• TASK PROMPT: Whichever lines include the word "paths", copy them as they appear in the data.

• PROVIDED MATERIAL:
-.-.-

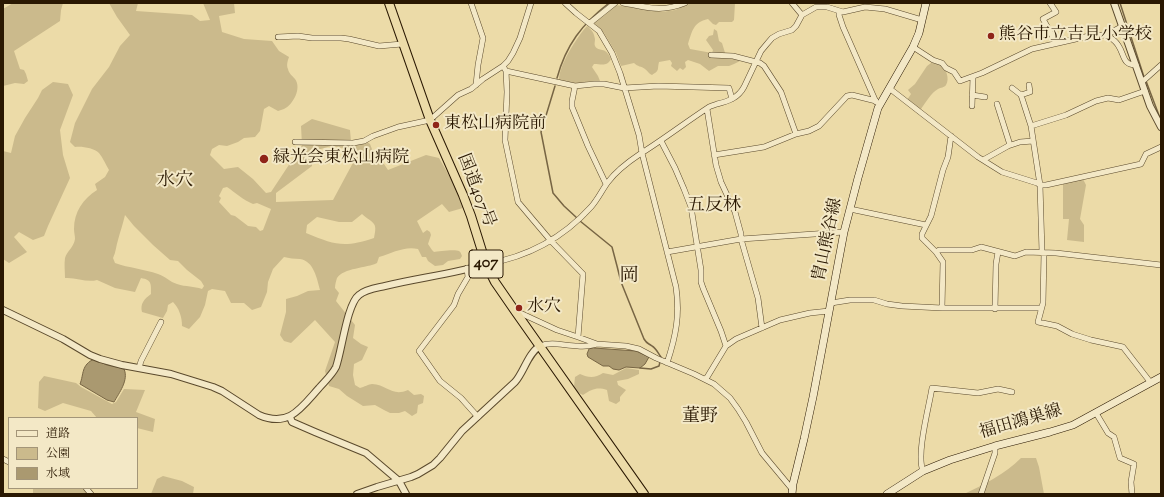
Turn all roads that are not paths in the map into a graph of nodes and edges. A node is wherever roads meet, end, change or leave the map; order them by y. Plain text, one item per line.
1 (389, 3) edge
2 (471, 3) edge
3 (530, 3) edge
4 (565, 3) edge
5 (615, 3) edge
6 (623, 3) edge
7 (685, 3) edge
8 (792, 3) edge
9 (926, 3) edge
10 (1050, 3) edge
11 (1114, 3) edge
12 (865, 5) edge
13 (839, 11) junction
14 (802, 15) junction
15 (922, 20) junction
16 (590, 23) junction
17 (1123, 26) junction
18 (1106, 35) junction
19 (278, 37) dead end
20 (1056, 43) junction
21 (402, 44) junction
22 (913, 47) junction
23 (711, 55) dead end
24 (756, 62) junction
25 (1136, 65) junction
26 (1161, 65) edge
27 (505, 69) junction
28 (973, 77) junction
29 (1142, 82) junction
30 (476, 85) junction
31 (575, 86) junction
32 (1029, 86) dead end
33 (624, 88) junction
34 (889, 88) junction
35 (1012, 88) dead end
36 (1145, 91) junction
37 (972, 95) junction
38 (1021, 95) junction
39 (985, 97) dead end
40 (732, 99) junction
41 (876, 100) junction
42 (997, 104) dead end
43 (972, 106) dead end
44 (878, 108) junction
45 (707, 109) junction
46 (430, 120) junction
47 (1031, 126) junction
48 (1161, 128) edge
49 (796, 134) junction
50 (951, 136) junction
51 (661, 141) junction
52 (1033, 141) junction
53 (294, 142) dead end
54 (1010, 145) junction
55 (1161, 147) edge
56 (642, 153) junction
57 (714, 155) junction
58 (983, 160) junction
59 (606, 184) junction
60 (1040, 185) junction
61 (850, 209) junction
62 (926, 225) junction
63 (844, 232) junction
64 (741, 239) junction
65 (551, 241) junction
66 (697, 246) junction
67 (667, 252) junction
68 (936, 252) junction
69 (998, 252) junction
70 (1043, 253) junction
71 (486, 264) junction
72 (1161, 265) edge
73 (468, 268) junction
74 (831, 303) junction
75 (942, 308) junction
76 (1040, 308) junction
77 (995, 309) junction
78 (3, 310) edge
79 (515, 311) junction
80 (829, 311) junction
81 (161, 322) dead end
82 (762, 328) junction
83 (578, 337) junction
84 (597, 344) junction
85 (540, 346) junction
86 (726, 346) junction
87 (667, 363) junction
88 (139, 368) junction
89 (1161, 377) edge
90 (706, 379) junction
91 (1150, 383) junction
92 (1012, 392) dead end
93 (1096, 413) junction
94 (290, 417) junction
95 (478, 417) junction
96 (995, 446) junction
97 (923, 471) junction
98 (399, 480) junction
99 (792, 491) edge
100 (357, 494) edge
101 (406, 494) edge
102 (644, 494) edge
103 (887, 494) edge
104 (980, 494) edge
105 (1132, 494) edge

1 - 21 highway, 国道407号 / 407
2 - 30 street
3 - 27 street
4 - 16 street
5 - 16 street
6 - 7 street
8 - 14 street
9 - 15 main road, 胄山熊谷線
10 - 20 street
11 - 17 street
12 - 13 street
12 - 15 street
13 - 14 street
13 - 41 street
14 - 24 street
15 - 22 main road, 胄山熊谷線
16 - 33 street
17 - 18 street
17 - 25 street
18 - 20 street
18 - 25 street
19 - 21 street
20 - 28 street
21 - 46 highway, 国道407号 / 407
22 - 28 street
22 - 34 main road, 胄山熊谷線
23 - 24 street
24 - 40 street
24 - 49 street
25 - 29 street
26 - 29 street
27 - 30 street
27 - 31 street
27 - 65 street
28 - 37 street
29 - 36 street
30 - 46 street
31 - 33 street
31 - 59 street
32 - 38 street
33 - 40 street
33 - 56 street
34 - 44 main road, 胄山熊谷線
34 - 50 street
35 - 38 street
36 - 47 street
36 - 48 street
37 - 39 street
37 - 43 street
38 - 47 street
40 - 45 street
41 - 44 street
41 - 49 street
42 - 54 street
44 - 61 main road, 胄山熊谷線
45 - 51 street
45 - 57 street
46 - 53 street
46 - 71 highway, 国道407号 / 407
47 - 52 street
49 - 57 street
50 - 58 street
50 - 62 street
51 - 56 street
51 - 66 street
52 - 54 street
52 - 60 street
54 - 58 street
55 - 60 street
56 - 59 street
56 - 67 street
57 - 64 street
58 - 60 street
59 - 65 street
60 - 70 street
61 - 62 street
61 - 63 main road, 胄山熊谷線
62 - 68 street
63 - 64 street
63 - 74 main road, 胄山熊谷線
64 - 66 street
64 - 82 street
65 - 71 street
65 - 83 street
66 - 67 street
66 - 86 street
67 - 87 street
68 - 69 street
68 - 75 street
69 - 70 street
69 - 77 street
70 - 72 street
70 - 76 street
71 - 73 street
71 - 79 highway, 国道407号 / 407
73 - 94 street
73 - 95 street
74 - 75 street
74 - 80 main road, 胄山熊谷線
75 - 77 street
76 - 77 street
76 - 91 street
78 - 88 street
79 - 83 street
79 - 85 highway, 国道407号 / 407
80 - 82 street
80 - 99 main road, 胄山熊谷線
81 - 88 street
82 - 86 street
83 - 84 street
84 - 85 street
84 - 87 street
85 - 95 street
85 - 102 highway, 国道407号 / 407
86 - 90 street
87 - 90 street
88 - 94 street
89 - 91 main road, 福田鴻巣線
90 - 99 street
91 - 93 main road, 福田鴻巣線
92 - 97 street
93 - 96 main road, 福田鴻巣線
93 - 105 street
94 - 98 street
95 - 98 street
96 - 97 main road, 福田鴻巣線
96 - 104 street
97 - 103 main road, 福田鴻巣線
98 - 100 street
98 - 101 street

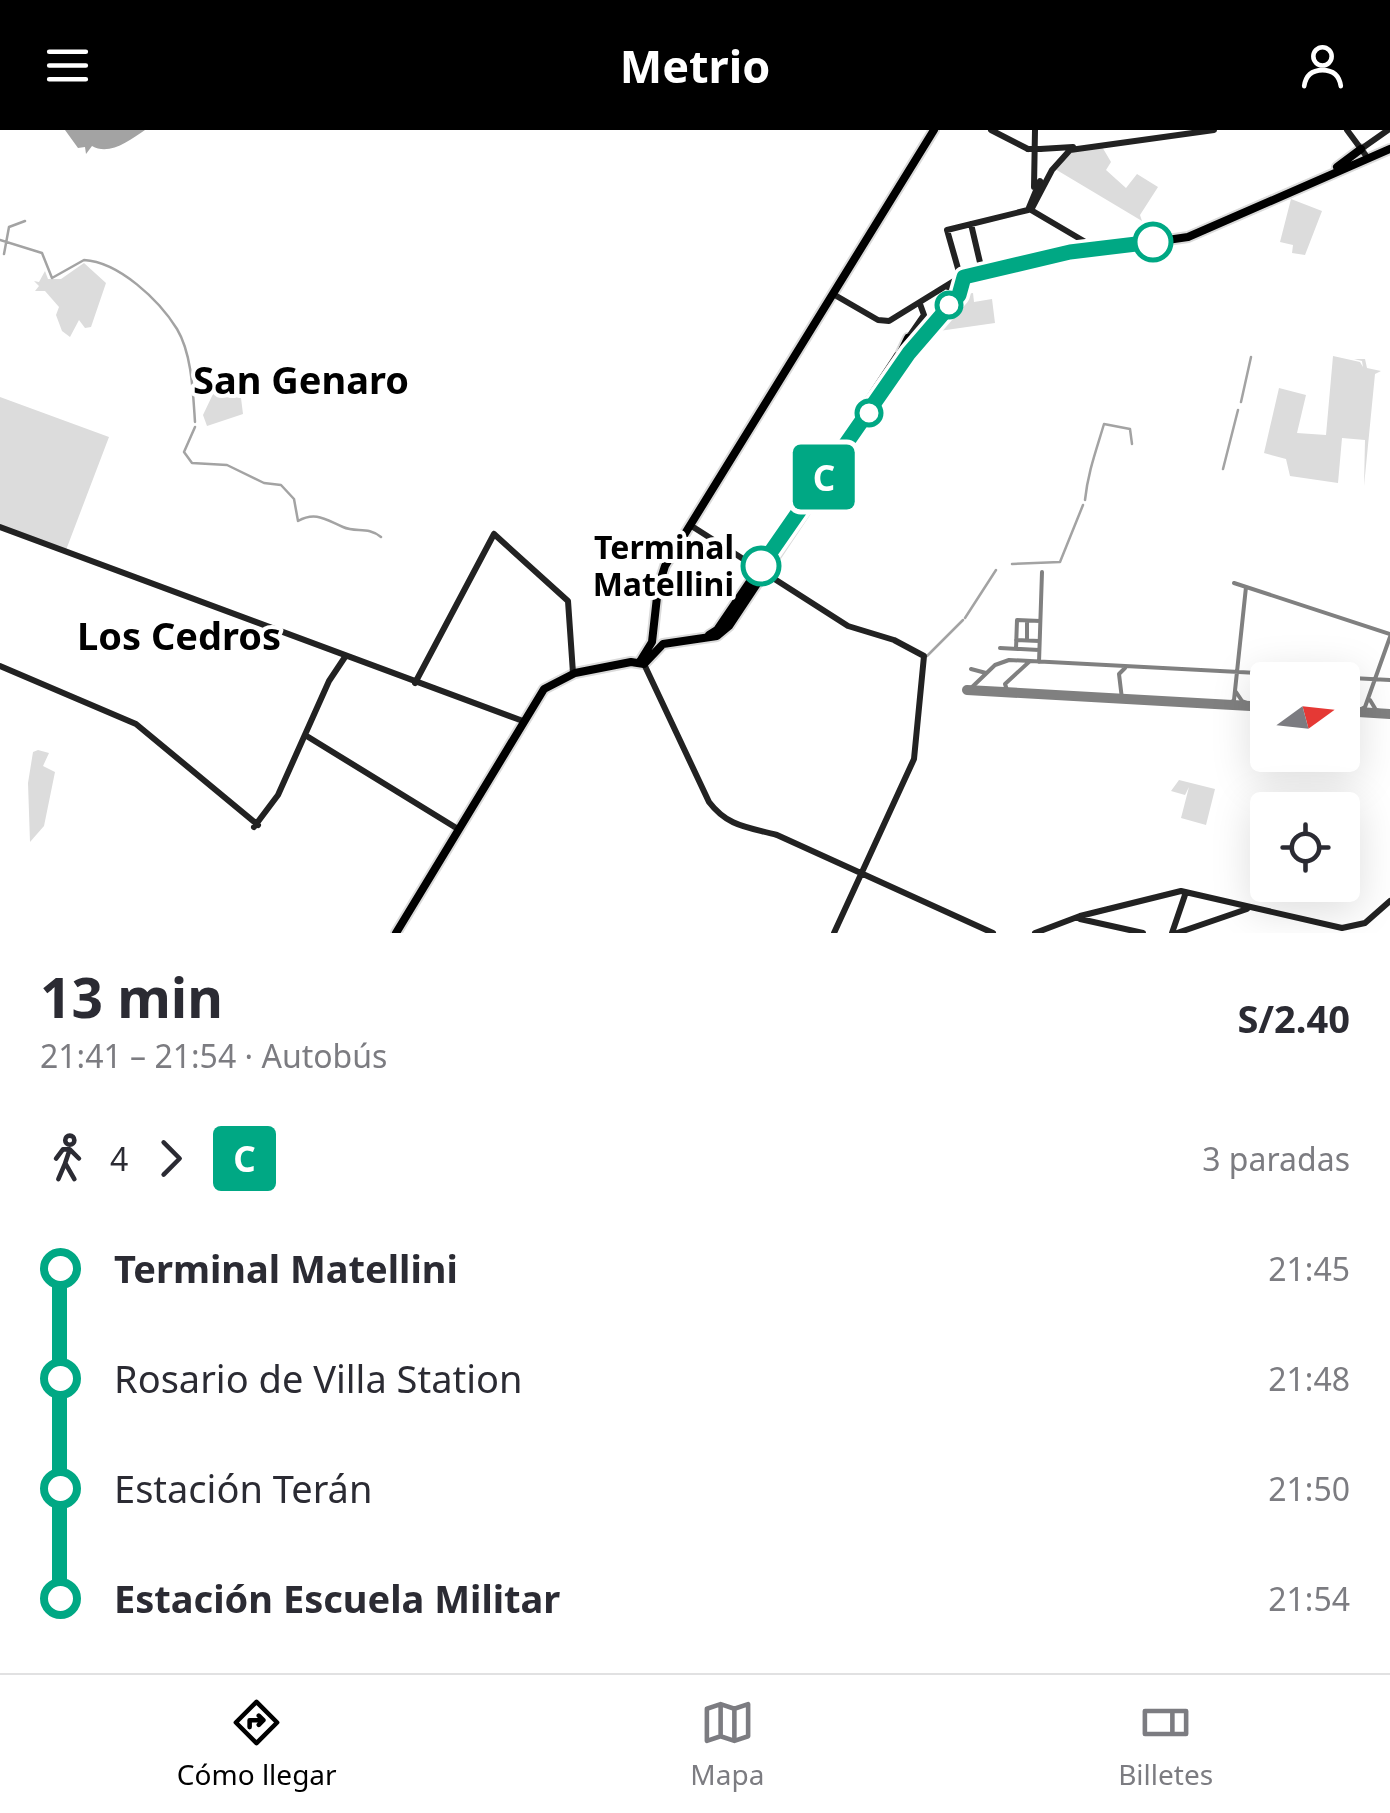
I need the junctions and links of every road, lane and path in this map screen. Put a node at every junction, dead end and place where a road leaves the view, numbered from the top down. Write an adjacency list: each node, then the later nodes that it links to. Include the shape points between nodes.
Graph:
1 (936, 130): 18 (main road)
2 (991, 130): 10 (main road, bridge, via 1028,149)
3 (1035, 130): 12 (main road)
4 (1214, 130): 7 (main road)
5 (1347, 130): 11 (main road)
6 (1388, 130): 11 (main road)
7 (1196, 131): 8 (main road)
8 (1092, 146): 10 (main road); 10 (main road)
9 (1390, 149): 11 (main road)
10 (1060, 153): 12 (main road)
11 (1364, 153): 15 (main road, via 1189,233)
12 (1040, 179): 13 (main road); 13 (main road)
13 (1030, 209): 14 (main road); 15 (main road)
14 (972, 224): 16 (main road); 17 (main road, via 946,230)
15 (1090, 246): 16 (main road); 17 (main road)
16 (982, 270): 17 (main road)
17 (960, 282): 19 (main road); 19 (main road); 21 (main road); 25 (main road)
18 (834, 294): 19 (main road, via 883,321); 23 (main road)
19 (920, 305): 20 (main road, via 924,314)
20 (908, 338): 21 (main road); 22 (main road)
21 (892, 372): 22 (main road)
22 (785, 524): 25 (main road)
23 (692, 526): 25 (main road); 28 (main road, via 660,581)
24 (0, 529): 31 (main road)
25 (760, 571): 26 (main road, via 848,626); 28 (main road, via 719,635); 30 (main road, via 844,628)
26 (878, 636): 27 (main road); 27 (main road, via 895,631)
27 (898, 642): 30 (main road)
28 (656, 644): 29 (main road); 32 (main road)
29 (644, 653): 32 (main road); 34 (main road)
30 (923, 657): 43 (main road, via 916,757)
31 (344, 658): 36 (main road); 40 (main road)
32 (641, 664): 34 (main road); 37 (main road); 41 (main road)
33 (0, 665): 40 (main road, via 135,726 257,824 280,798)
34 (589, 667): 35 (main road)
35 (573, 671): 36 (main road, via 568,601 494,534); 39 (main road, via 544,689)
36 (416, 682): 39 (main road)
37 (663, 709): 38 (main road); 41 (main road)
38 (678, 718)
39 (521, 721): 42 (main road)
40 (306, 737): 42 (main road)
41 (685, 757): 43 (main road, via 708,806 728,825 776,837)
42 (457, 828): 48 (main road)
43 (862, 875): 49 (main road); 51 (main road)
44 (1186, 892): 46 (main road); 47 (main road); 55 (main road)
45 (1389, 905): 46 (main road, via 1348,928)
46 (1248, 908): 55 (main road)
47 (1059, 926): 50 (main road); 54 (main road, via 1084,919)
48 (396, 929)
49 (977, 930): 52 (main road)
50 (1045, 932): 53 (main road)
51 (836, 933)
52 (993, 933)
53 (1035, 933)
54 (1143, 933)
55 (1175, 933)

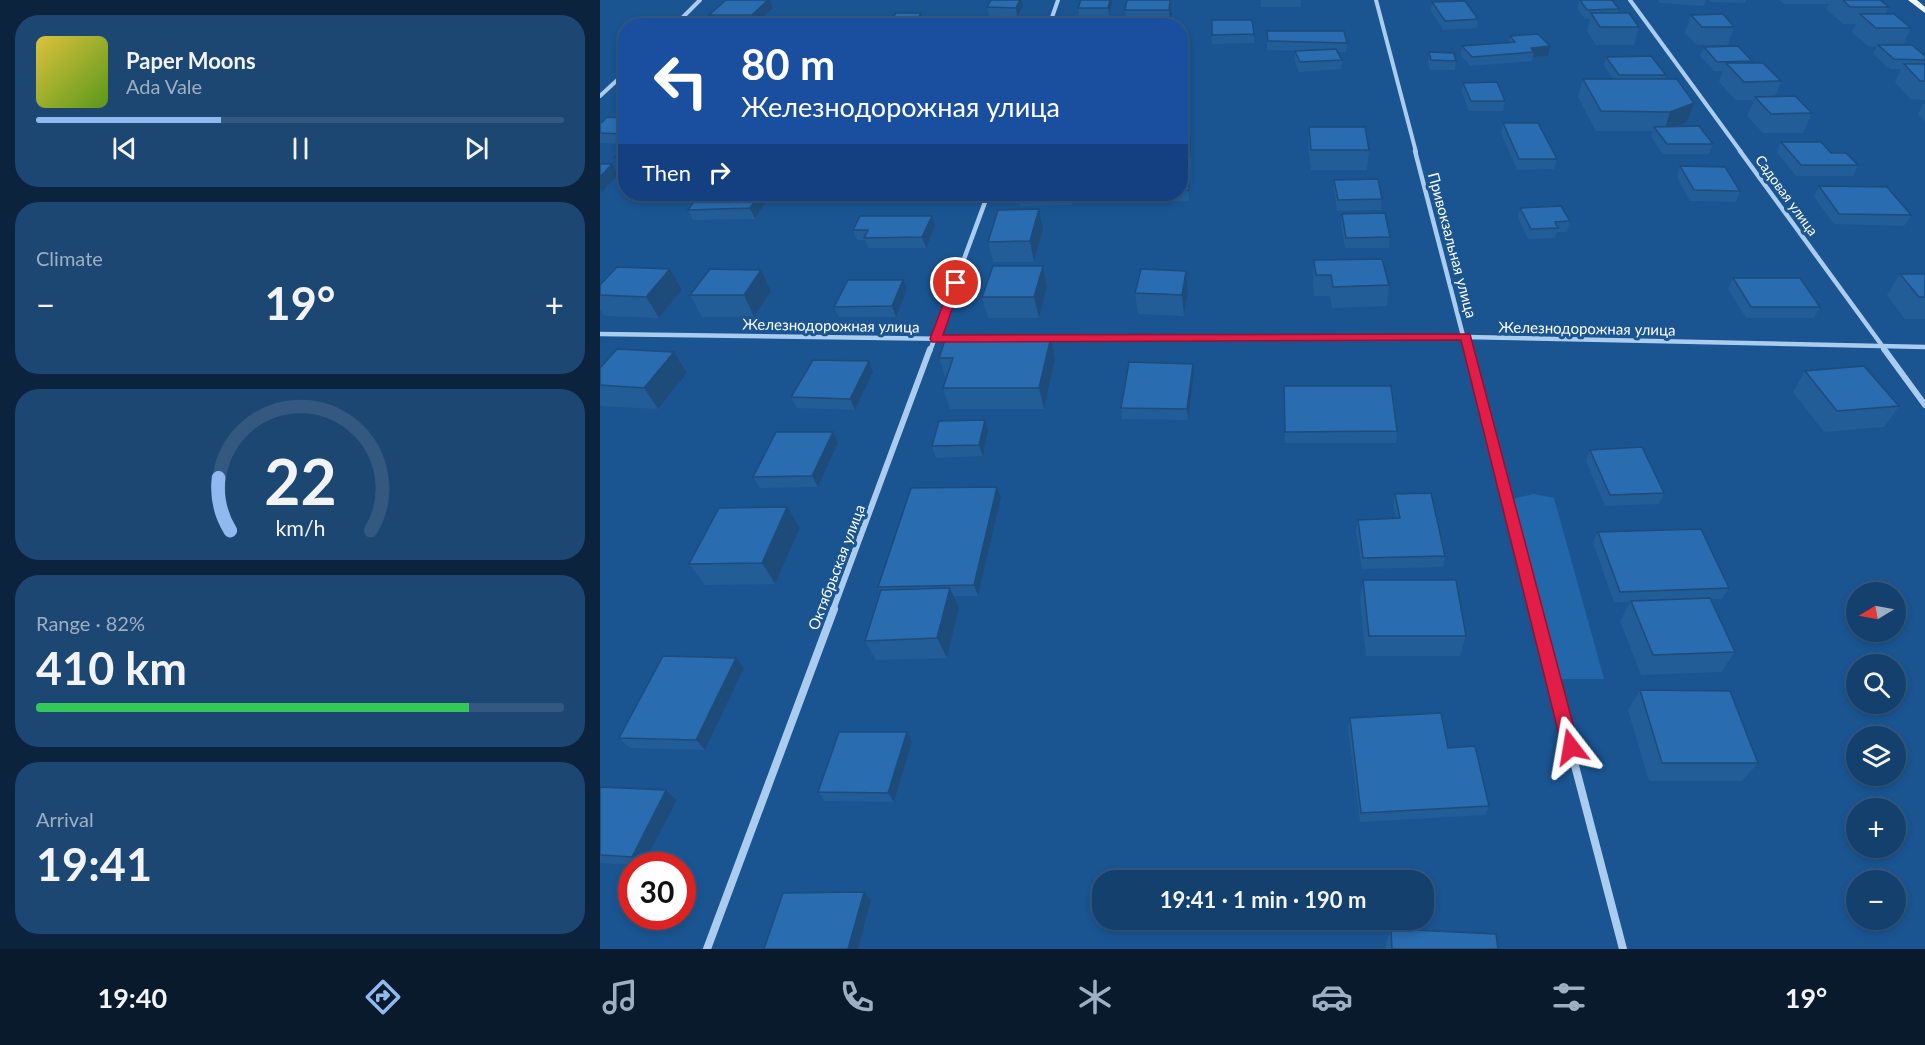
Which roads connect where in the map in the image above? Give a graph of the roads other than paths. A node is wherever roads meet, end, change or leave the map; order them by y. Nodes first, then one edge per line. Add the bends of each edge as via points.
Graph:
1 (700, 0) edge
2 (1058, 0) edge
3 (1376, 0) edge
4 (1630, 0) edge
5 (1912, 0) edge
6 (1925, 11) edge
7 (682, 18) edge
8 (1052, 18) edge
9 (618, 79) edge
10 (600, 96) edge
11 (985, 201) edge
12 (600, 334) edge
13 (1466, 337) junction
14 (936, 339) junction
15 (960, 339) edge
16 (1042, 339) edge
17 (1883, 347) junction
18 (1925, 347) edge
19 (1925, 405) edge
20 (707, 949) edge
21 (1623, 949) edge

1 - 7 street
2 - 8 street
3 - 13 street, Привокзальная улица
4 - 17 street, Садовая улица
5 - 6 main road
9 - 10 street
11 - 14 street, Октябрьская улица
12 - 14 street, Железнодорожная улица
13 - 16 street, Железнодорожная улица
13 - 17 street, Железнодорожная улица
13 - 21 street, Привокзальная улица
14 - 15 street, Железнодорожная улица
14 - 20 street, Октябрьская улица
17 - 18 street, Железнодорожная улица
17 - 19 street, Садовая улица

-.-.-

• EXPECTED OUTPUT:
Turn all roads that are not paths in the map into a graph of nodes and edges. A node is wherever roads meet, end, change or leave the map; order them by y. Plain text, one item per line.
Which roads connect where in the map in the image above? Give a graph of the roads other than paths. A node is wherever roads meet, end, change or leave the map; order them by y. Nodes first, then one edge per line. Add the bends of each edge as via points.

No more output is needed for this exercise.